▶ **Task item**: Take the line with "Trace every road, lane" and the rest of the lines after it, to the end of the entries, and restate them exactly.

● ● ● ● ●

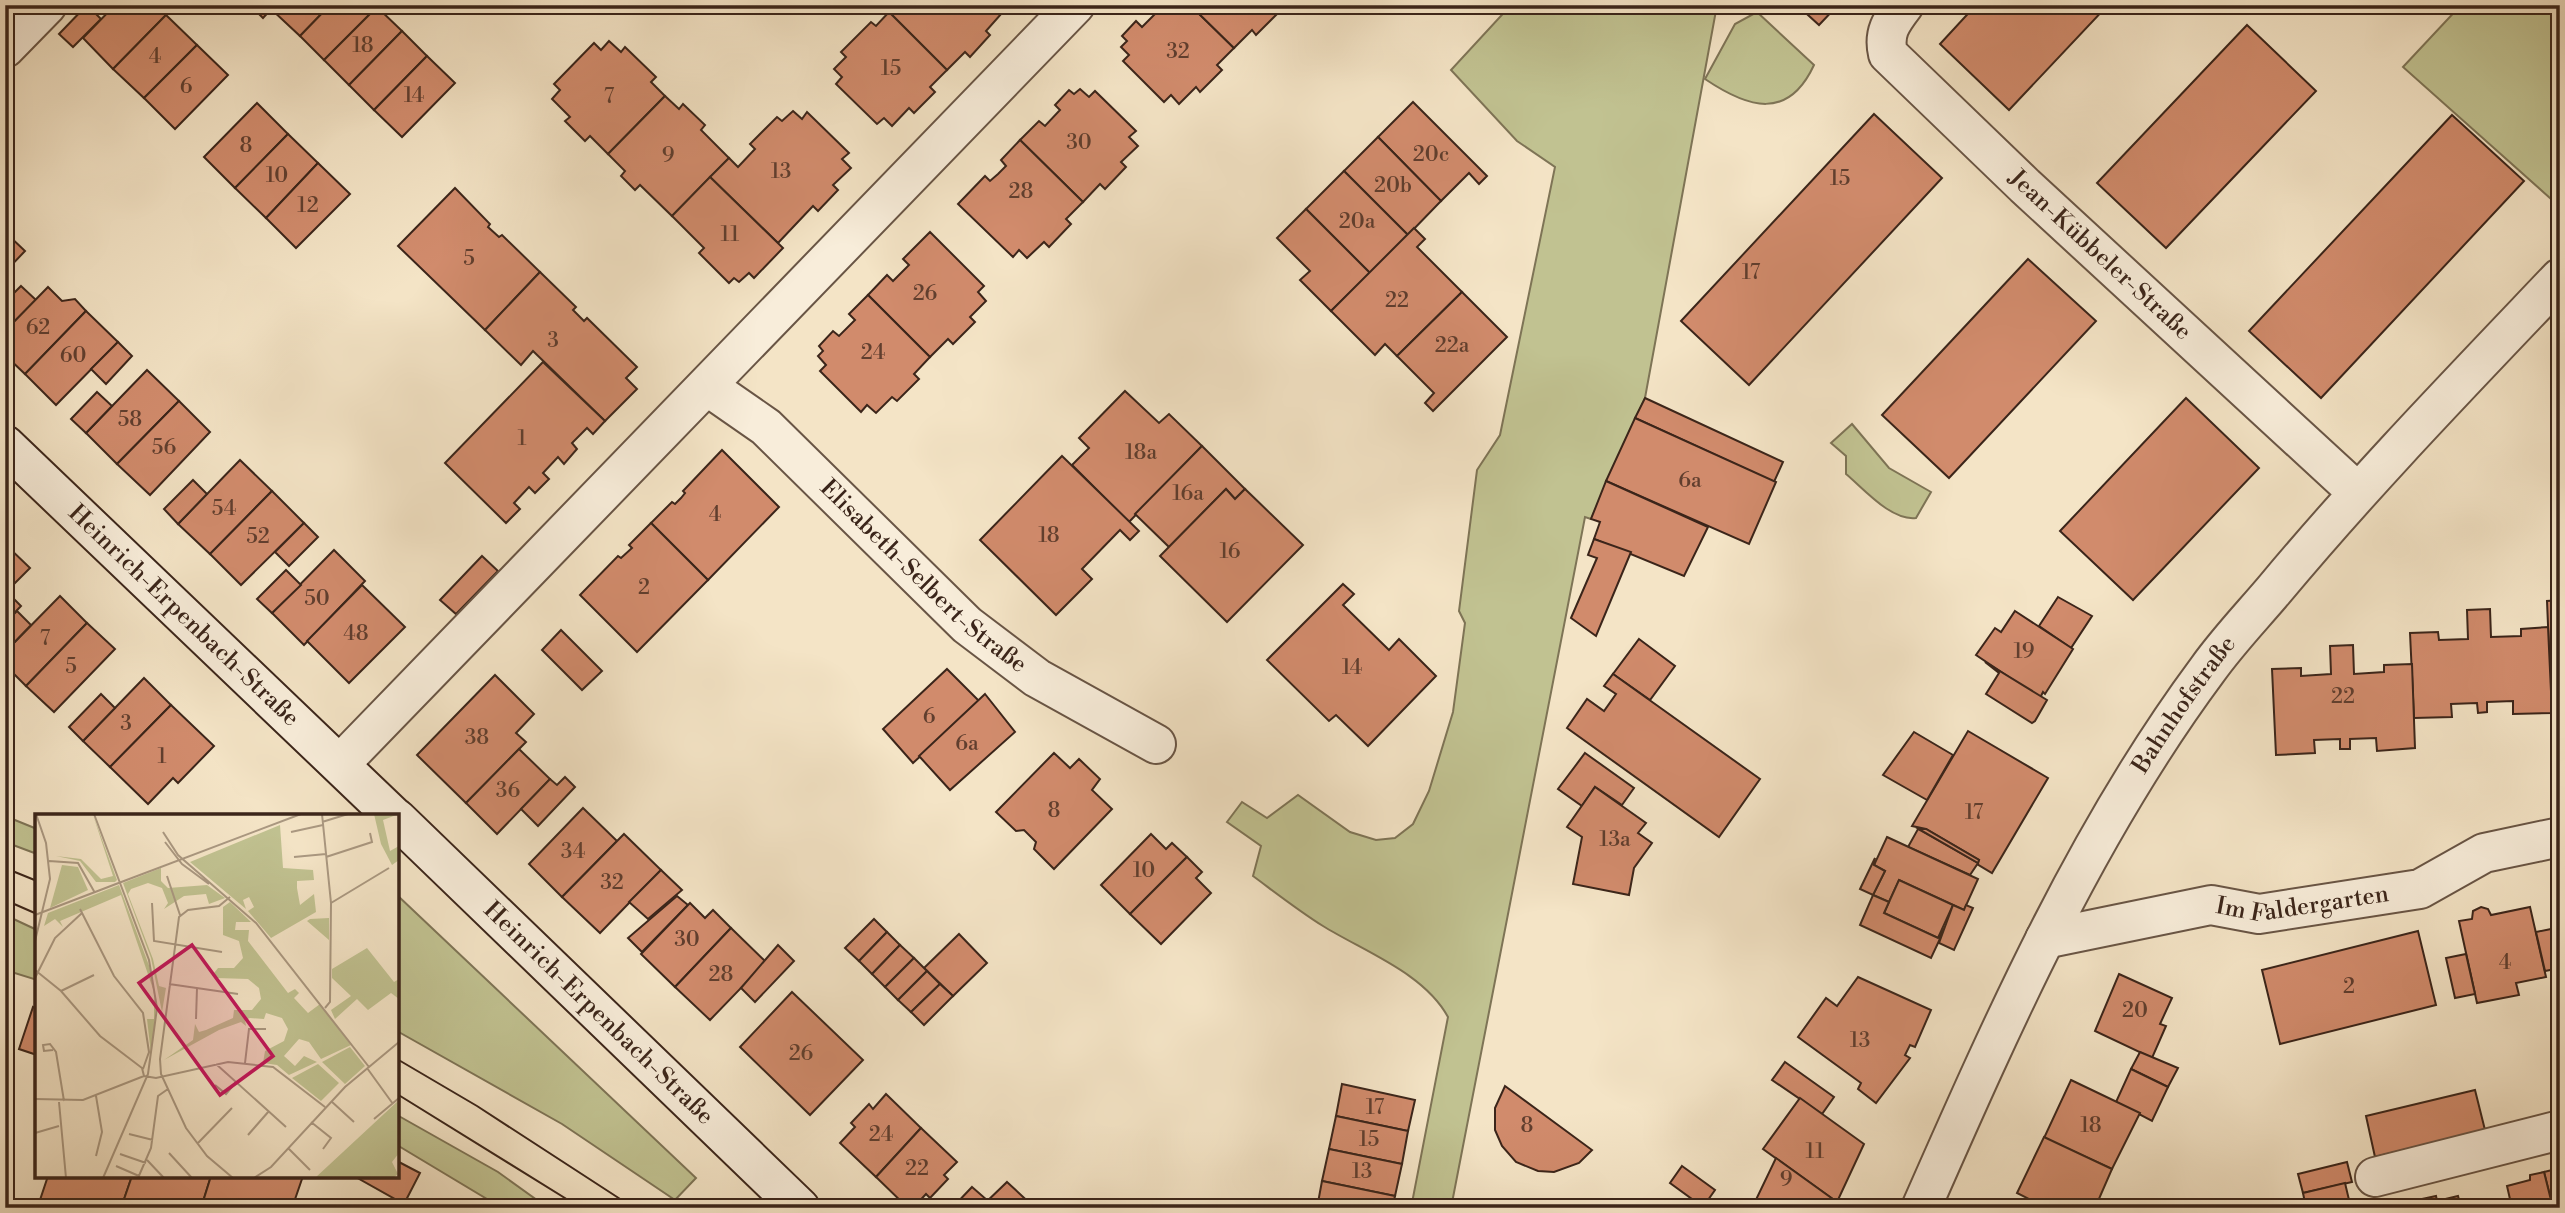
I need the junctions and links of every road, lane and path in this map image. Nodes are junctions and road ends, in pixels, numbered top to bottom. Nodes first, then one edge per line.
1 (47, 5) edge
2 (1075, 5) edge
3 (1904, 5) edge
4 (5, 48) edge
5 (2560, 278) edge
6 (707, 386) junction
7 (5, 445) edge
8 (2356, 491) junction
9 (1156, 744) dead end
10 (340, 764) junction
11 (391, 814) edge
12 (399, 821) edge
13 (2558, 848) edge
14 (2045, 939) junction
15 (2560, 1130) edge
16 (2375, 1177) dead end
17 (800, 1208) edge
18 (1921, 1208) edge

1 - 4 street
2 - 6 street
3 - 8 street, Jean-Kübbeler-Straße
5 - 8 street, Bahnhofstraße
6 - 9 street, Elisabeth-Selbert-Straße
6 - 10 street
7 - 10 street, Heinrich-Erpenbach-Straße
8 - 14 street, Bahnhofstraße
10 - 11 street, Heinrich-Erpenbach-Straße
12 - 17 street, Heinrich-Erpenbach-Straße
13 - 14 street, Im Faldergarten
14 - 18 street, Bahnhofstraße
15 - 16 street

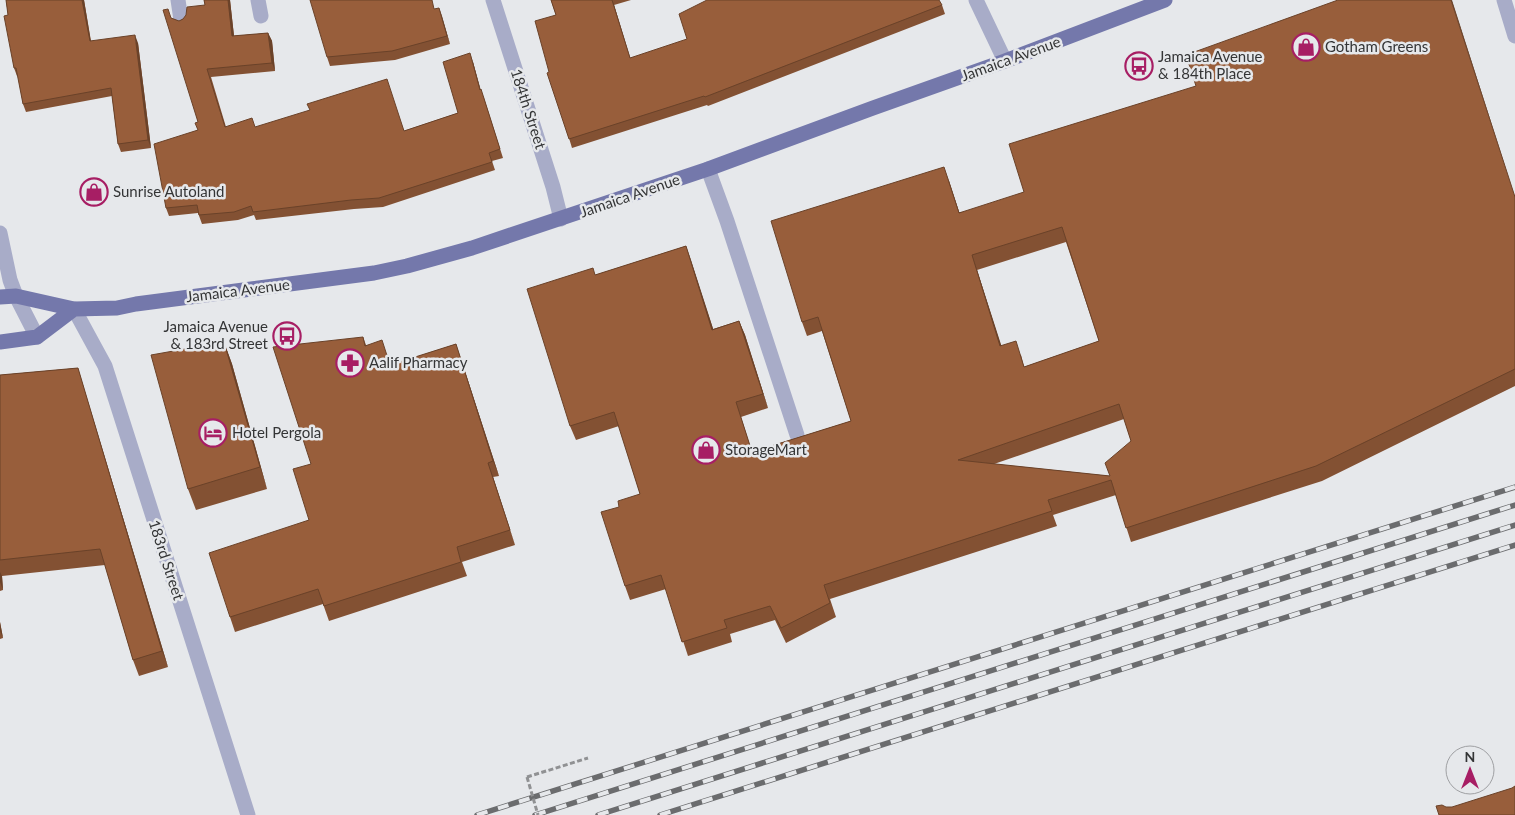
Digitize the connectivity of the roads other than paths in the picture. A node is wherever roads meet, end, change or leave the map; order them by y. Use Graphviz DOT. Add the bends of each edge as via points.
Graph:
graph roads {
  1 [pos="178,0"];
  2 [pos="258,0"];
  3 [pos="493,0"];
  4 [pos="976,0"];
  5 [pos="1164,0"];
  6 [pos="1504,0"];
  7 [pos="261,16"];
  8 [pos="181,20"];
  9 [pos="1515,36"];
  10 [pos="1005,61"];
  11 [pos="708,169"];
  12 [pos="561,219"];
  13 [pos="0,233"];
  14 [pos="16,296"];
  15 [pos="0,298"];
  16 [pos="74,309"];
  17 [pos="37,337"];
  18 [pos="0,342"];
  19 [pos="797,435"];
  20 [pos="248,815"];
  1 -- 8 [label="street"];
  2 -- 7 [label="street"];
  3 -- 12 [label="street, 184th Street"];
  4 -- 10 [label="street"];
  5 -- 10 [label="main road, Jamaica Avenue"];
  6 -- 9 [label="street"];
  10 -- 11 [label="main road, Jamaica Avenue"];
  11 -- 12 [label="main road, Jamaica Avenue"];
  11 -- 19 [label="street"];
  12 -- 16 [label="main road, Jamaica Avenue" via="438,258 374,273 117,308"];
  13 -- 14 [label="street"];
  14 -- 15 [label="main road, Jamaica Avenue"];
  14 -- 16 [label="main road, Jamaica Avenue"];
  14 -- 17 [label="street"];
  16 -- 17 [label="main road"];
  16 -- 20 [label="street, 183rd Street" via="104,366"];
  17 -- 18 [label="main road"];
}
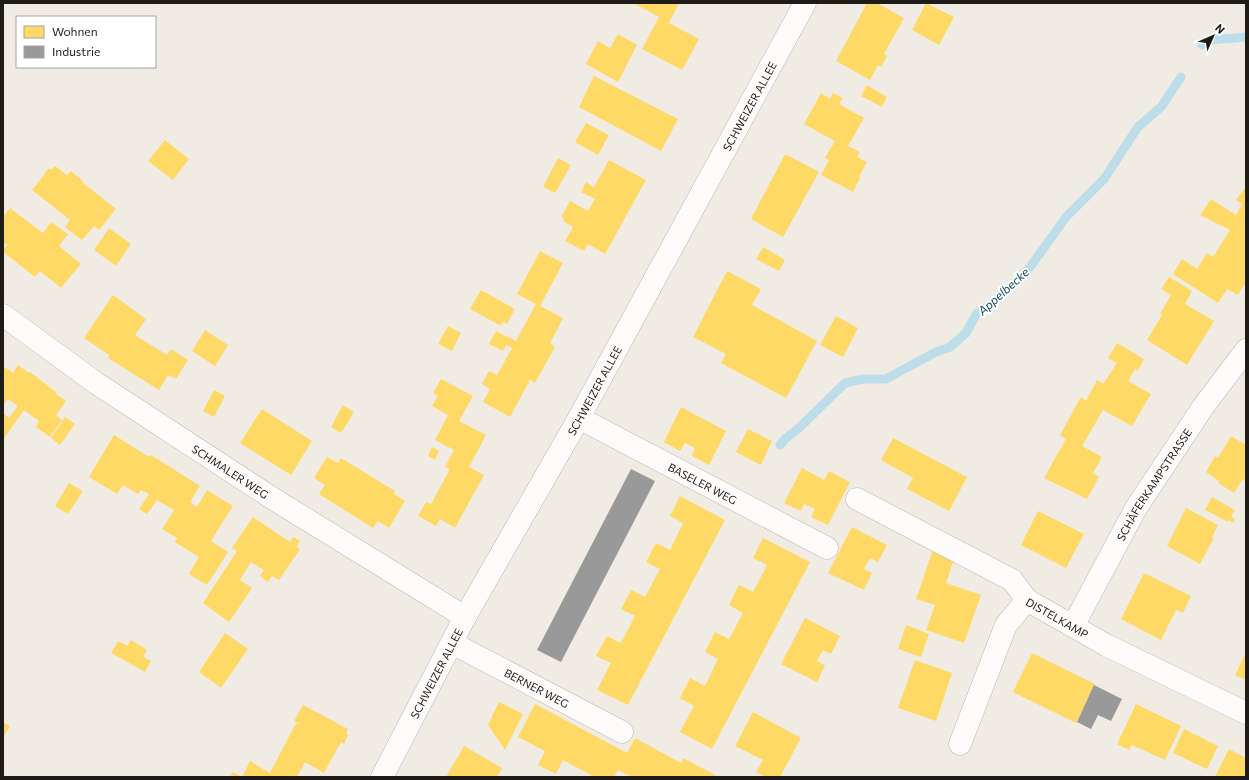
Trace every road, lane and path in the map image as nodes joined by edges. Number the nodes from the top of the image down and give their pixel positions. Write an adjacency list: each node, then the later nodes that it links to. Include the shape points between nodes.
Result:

● ● ● ● ●

▶ **Task result**:
Trace every road, lane and path in the map image as nodes joined by edges. Number the nodes from the top of the image down and give their pixel positions. Write an adjacency list: each node, then the later nodes that it links to. Include the shape points between nodes.
Result:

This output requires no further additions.